At work I dealt with a minor complaint recently, and while my first impulse was to be offended, it’s not useful. It doesn’t really matter if the complaint was deserved. What matters is that it happened, and if I don’t want it to be made again, I should address it in the most effective way possible, regardless of my opinion of the complainer. Understanding their motives will help me figure out the best approach, but deciding they don’t deserve for me to listen to them overlooks the fact that I don’t want to be complained about.

On a related note, I regret all the energy I spent on moral outrage, fuming about how “they should know not to behave like that” when I could have just said, “Please don’t do that,” and it wouldn’t have been done. At the back of my mind I knew I could get the results I wanted if I handled the other person intelligently and maturely, but I would only do so if I felt they had behaved in a manner that made them worthy of such cooperation. And usually, for me to feel that they deserved this enlightened treatment, they could never have done anything wrong for me to discuss with them in the first place. Surprisingly, this approach does not have a high success rate.

I regret trying to change feelings I’ve had but didn’t like instead of using them as objective information about my self and my values. I used to really dislike the idea that “all feelings are valid” because many people react emotionally in ways that do not seem fair to me. But feelings themselves are very logical. People just don’t know where they really come from. If you are upset by something, you have a good reason for it. It may not be that someone wronged you. But there is something bothering you that makes sense, whether it’s an emotional issue of your own or a behavior of someone else’s that you can’t tolerate. It always has meaning. To ignore that is to give up the only reliable source of information you have on how to find your own happiness.

A common theme in all of these regrets of mine is a refusal to accept reality. But this is the heart of it:

It doesn’t matter what size I think I should be.

It doesn’t matter how I should feel.

It doesn’t matter what I should be happy with.

It doesn’t matter how other people should behave.

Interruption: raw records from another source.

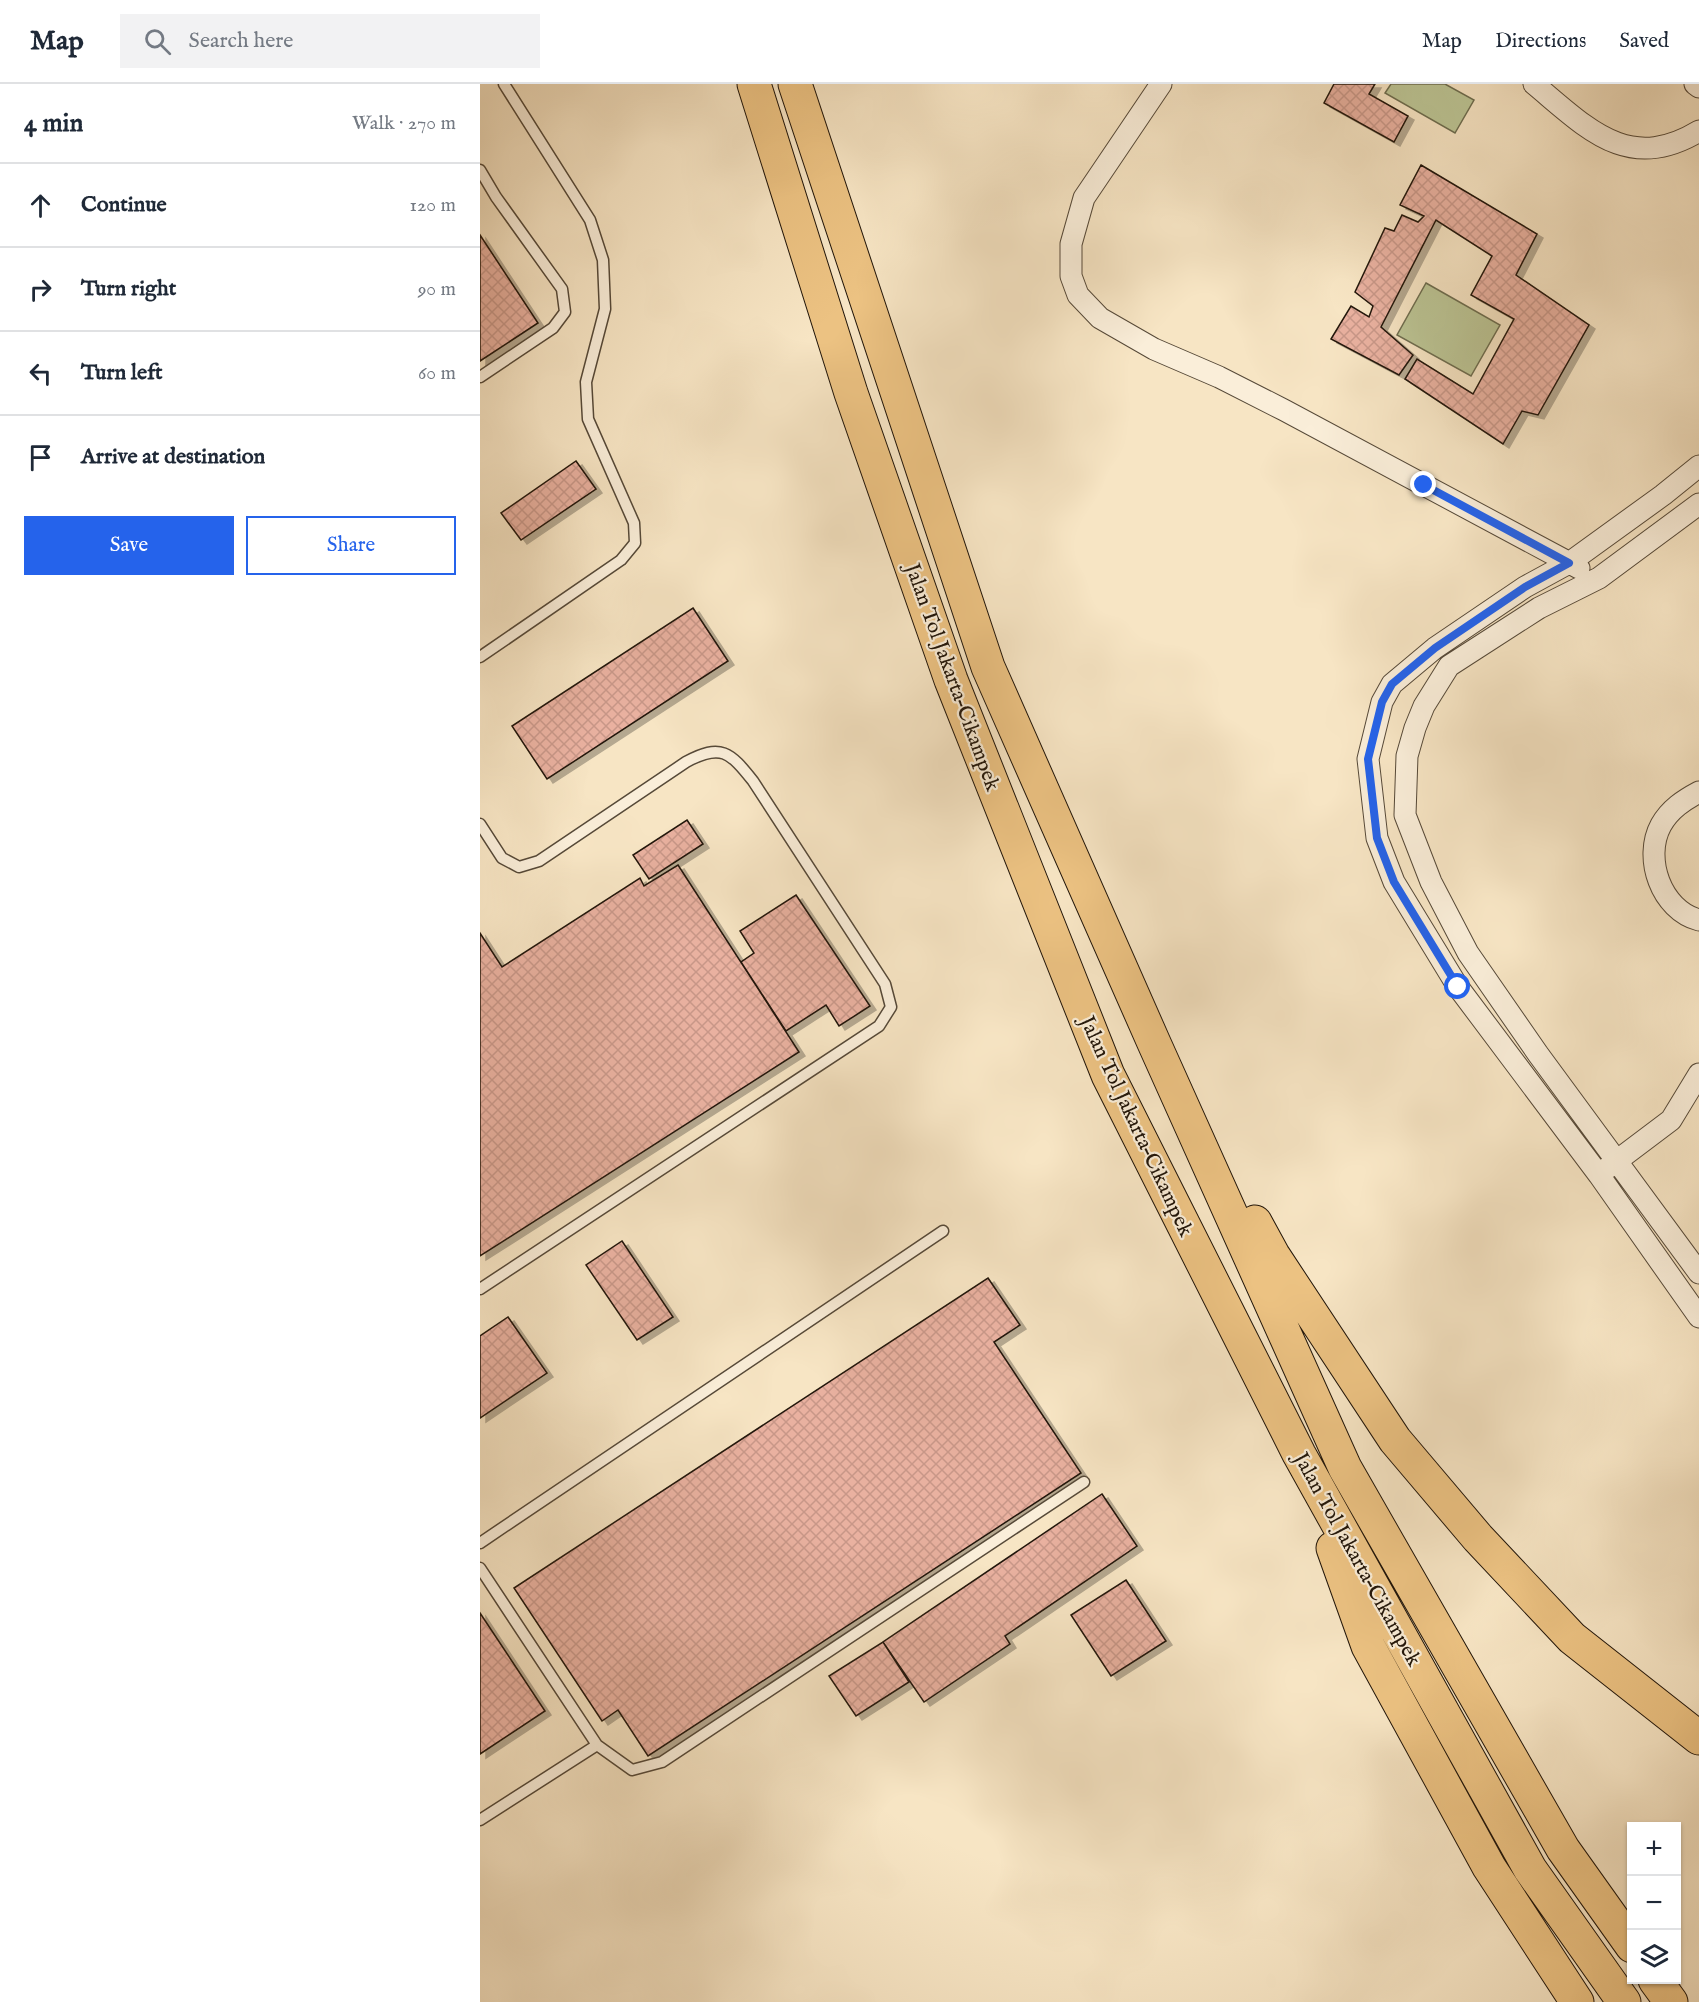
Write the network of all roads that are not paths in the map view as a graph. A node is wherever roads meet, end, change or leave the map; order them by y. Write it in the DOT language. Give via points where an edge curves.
graph roads {
  1 [pos="504,84"];
  2 [pos="754,84"];
  3 [pos="795,84"];
  4 [pos="1161,84"];
  5 [pos="1534,84"];
  6 [pos="1695,84"];
  7 [pos="1699,87"];
  8 [pos="1699,131"];
  9 [pos="480,170"];
  10 [pos="480,377"];
  11 [pos="1699,466"];
  12 [pos="1699,504"];
  13 [pos="1569,563"];
  14 [pos="1599,578"];
  15 [pos="480,657"];
  16 [pos="1699,792"];
  17 [pos="480,824"];
  18 [pos="1699,920"];
  19 [pos="1154,1043"];
  20 [pos="1699,1074"];
  21 [pos="1617,1161"];
  22 [pos="1599,1175"];
  23 [pos="944,1231"];
  24 [pos="1699,1273"];
  25 [pos="480,1289"];
  26 [pos="1699,1317"];
  27 [pos="1299,1454"];
  28 [pos="1084,1482"];
  29 [pos="480,1543"];
  30 [pos="480,1568"];
  31 [pos="1699,1738"];
  32 [pos="597,1745"];
  33 [pos="480,1820"];
  34 [pos="1627,1939"];
  35 [pos="1658,1984"];
  36 [pos="1577,2002"];
  37 [pos="1624,2002"];
  38 [pos="1671,2002"];
  1 -- 15 [label="lane" via="590,220 603,260 605,309 586,382 588,419 634,523 635,543 621,560"];
  2 -- 27 [label="highway, Jalan Tol Jakarta–Cikampek" via="851,393 951,680 986,768 1108,1074"];
  3 -- 19 [label="highway, Jalan Tol Jakarta–Cikampek" via="988,667"];
  4 -- 13 [label="street" via="1084,198 1071,244 1071,276 1078,295 1100,318 1154,349 1284,410"];
  5 -- 8 [label="street" via="1591,131 1636,150 1669,146"];
  6 -- 7 [label="street"];
  9 -- 10 [label="lane" via="562,289 565,312 554,328"];
  11 -- 13 [label="street"];
  12 -- 14 [label="street"];
  13 -- 14 [label="street"];
  13 -- 22 [label="street" via="1525,587 1435,648 1392,684 1382,702 1368,759 1377,838 1394,882 1458,987"];
  14 -- 21 [label="street" via="1539,608 1449,666 1415,728 1407,756 1405,815 1431,882 1468,953"];
  16 -- 18 [label="street" via="1677,804 1661,825 1654,851 1657,878 1670,902"];
  17 -- 25 [label="lane" via="502,858 519,867 539,861 705,752 719,752 736,759 885,984 891,1007 879,1026"];
  19 -- 31 [label="highway" via="1273,1255 1395,1440 1478,1538 1572,1638"];
  19 -- 34 [label="highway, Jalan Tol Jakarta–Cikampek" via="1345,1468 1563,1849"];
  20 -- 21 [label="street" via="1671,1120"];
  21 -- 22 [label="street"];
  21 -- 24 [label="street"];
  22 -- 26 [label="street"];
  23 -- 29 [label="lane"];
  27 -- 36 [label="highway" via="1368,1646 1489,1867"];
  27 -- 37 [label="highway, Jalan Tol Jakarta–Cikampek" via="1530,1869"];
  28 -- 32 [label="lane" via="662,1762 633,1770"];
  30 -- 32 [label="lane"];
  32 -- 33 [label="lane"];
  35 -- 38 [label="highway"];
}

What matters is what actually happens.

It’s as if I’ve been going through life with green hair, and because I don’t like green hair, I go around hoping people will tell me it’s actually aquamarine or turquoise instead. Nothing people say or I tell myself changes the color of my hair in reality. And instead of this odd game of trying to change something without actually changing anything, I could just dye my hair. But first I have to admit there is a problem, but I guess we don’t want to do that because we’re scared we can’t fix it, and all we’ll have done by acknowledging it is ruin our ability to live in a deluded little bubble.

I hope that 2020 is a year of looking in the mirror, and, if I genuinely want to, dyeing my hair.

The Way It Is

shallow focus photography of white feather dropping in person's hand
Javardh on Unsplash

I live in my head more than I live any place real. I prefer songs about mountains to actual mountains, the future or past to the present. I mean, I’m in North Carolina right now, and I would rather listen to the song “Carolina in My Mind” and think about being here, than be here.

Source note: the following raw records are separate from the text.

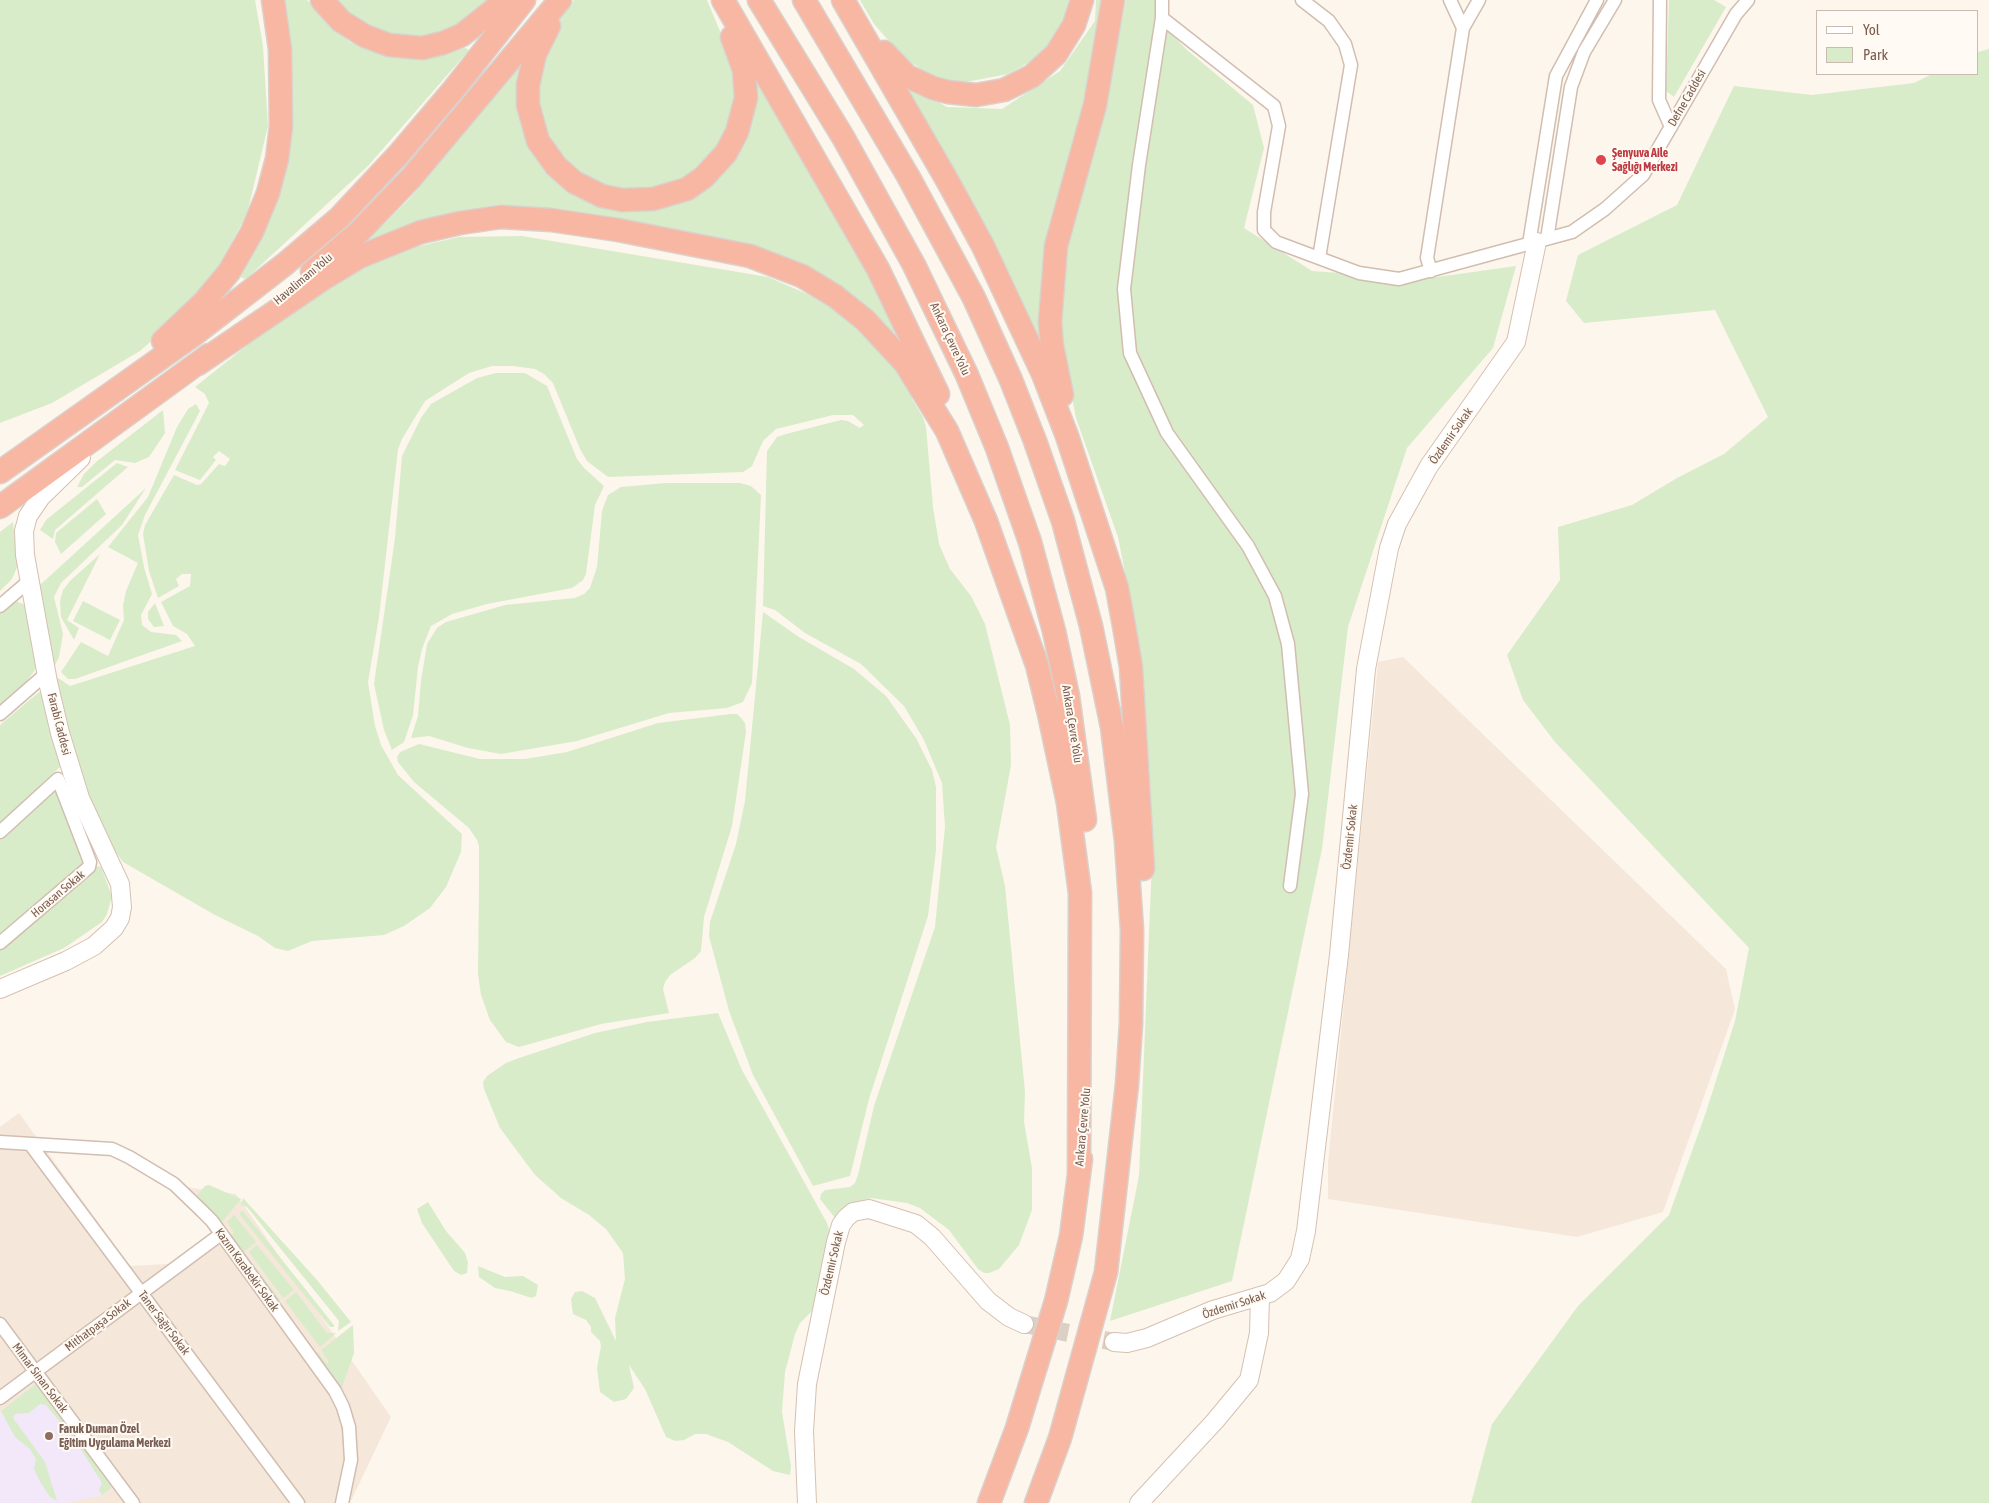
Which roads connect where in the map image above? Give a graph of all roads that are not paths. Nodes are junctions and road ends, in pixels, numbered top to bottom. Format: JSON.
{"nodes":[{"id":1,"x":274,"y":0,"type":"edge"},
{"id":2,"x":322,"y":0,"type":"edge"},
{"id":3,"x":506,"y":0,"type":"edge"},
{"id":4,"x":524,"y":0,"type":"edge"},
{"id":5,"x":560,"y":0,"type":"edge"},
{"id":6,"x":566,"y":0,"type":"edge"},
{"id":7,"x":714,"y":0,"type":"edge"},
{"id":8,"x":723,"y":0,"type":"edge"},
{"id":9,"x":759,"y":0,"type":"edge"},
{"id":10,"x":804,"y":0,"type":"edge"},
{"id":11,"x":843,"y":0,"type":"edge"},
{"id":12,"x":847,"y":0,"type":"edge"},
{"id":13,"x":1082,"y":0,"type":"edge"},
{"id":14,"x":1113,"y":0,"type":"edge"},
{"id":15,"x":1162,"y":0,"type":"edge"},
{"id":16,"x":1302,"y":0,"type":"edge"},
{"id":17,"x":1450,"y":0,"type":"edge"},
{"id":18,"x":1480,"y":0,"type":"edge"},
{"id":19,"x":1597,"y":0,"type":"edge"},
{"id":20,"x":1615,"y":0,"type":"edge"},
{"id":21,"x":1660,"y":0,"type":"edge"},
{"id":22,"x":1748,"y":0,"type":"edge"},
{"id":23,"x":1162,"y":18,"type":"junction"},
{"id":24,"x":1463,"y":28,"type":"junction"},
{"id":25,"x":1671,"y":127,"type":"junction"},
{"id":26,"x":1538,"y":242,"type":"junction"},
{"id":27,"x":1319,"y":258,"type":"junction"},
{"id":28,"x":1431,"y":271,"type":"junction"},
{"id":29,"x":198,"y":364,"type":"junction"},
{"id":30,"x":124,"y":418,"type":"junction"},
{"id":31,"x":43,"y":441,"type":"junction"},
{"id":32,"x":0,"y":472,"type":"edge"},
{"id":33,"x":0,"y":507,"type":"edge"},
{"id":34,"x":0,"y":514,"type":"edge"},
{"id":35,"x":986,"y":521,"type":"junction"},
{"id":36,"x":25,"y":528,"type":"junction"},
{"id":37,"x":29,"y":581,"type":"junction"},
{"id":38,"x":1117,"y":588,"type":"junction"},
{"id":39,"x":0,"y":606,"type":"edge"},
{"id":40,"x":46,"y":673,"type":"junction"},
{"id":41,"x":0,"y":714,"type":"edge"},
{"id":42,"x":0,"y":832,"type":"edge"},
{"id":43,"x":1290,"y":886,"type":"dead end"},
{"id":44,"x":0,"y":943,"type":"edge"},
{"id":45,"x":0,"y":989,"type":"edge"},
{"id":46,"x":0,"y":1142,"type":"edge"},
{"id":47,"x":30,"y":1144,"type":"junction"},
{"id":48,"x":1079,"y":1173,"type":"junction"},
{"id":49,"x":221,"y":1234,"type":"junction"},
{"id":50,"x":1106,"y":1272,"type":"junction"},
{"id":51,"x":141,"y":1293,"type":"junction"},
{"id":52,"x":1260,"y":1296,"type":"junction"},
{"id":53,"x":0,"y":1324,"type":"edge"},
{"id":54,"x":1024,"y":1324,"type":"tunnel mouth"},
{"id":55,"x":1114,"y":1342,"type":"tunnel mouth"},
{"id":56,"x":35,"y":1372,"type":"junction"},
{"id":57,"x":0,"y":1398,"type":"edge"},
{"id":58,"x":133,"y":1503,"type":"edge"},
{"id":59,"x":298,"y":1503,"type":"edge"},
{"id":60,"x":342,"y":1503,"type":"edge"},
{"id":61,"x":807,"y":1503,"type":"edge"},
{"id":62,"x":989,"y":1503,"type":"edge"},
{"id":63,"x":1036,"y":1503,"type":"edge"},
{"id":64,"x":1139,"y":1503,"type":"edge"}],
"edges":[{"from":1,"to":31,"type":"highway"},
{"from":2,"to":3,"type":"highway"},
{"from":4,"to":31,"type":"highway","name":"Havalimanı Yolu"},
{"from":5,"to":29,"type":"highway","name":"Havalimanı Yolu"},
{"from":6,"to":7,"type":"highway"},
{"from":8,"to":35,"type":"highway"},
{"from":9,"to":48,"type":"highway","name":"Ankara Çevre Yolu"},
{"from":10,"to":50,"type":"highway"},
{"from":11,"to":38,"type":"highway"},
{"from":12,"to":13,"type":"highway"},
{"from":14,"to":38,"type":"highway"},
{"from":15,"to":23,"type":"street"},
{"from":16,"to":27,"type":"street"},
{"from":17,"to":24,"type":"street"},
{"from":18,"to":24,"type":"street"},
{"from":19,"to":26,"type":"street"},
{"from":20,"to":26,"type":"street"},
{"from":21,"to":25,"type":"street"},
{"from":22,"to":25,"type":"street","name":"Defne Caddesi"},
{"from":23,"to":27,"type":"street","name":"Defne Caddesi"},
{"from":23,"to":43,"type":"street"},
{"from":24,"to":28,"type":"street"},
{"from":25,"to":26,"type":"street","name":"Defne Caddesi"},
{"from":26,"to":28,"type":"street","name":"Defne Caddesi"},
{"from":26,"to":52,"type":"street","name":"Özdemir Sokak"},
{"from":27,"to":28,"type":"street","name":"Defne Caddesi"},
{"from":29,"to":30,"type":"highway","name":"Havalimanı Yolu"},
{"from":29,"to":35,"type":"highway"},
{"from":30,"to":33,"type":"highway","name":"Havalimanı Yolu"},
{"from":30,"to":36,"type":"street","name":"Farabi Caddesi"},
{"from":31,"to":32,"type":"highway","name":"Havalimanı Yolu"},
{"from":34,"to":36,"type":"street"},
{"from":35,"to":48,"type":"highway"},
{"from":36,"to":37,"type":"street","name":"Farabi Caddesi"},
{"from":37,"to":39,"type":"street"},
{"from":37,"to":40,"type":"street","name":"Farabi Caddesi"},
{"from":38,"to":50,"type":"highway"},
{"from":40,"to":41,"type":"street"},
{"from":40,"to":45,"type":"street","name":"Farabi Caddesi"},
{"from":42,"to":44,"type":"street","name":"Horasan Sokak"},
{"from":46,"to":47,"type":"street","name":"Kazım Karabekir Sokak"},
{"from":47,"to":49,"type":"street","name":"Kazım Karabekir Sokak"},
{"from":47,"to":51,"type":"street","name":"Taner Sağır Sokak"},
{"from":48,"to":62,"type":"highway","name":"Ankara Çevre Yolu"},
{"from":49,"to":51,"type":"street","name":"Mithatpaşa Sokak"},
{"from":49,"to":60,"type":"street","name":"Kazım Karabekir Sokak"},
{"from":50,"to":63,"type":"highway"},
{"from":51,"to":56,"type":"street","name":"Mithatpaşa Sokak"},
{"from":51,"to":59,"type":"street","name":"Taner Sağır Sokak"},
{"from":52,"to":55,"type":"street","name":"Özdemir Sokak"},
{"from":52,"to":64,"type":"street"},
{"from":53,"to":56,"type":"street","name":"Mimar Sinan Sokak"},
{"from":54,"to":61,"type":"street","name":"Özdemir Sokak"},
{"from":56,"to":57,"type":"street","name":"Mithatpaşa Sokak"},
{"from":56,"to":58,"type":"street","name":"Mimar Sinan Sokak"}]}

The goal of spirituality or any other form of self-improvement is, to me, to be able to sit in the now with no distractions and to feel at peace. To be happy with myself without thinking of who I should turn into in the future, to be happy with my present experience without dreaming of what my life needs to become later. I’ve heard that life is what happens while you’re making other plans, but what makes me sad is that life seems to be what happens while you’re trying to think of something else.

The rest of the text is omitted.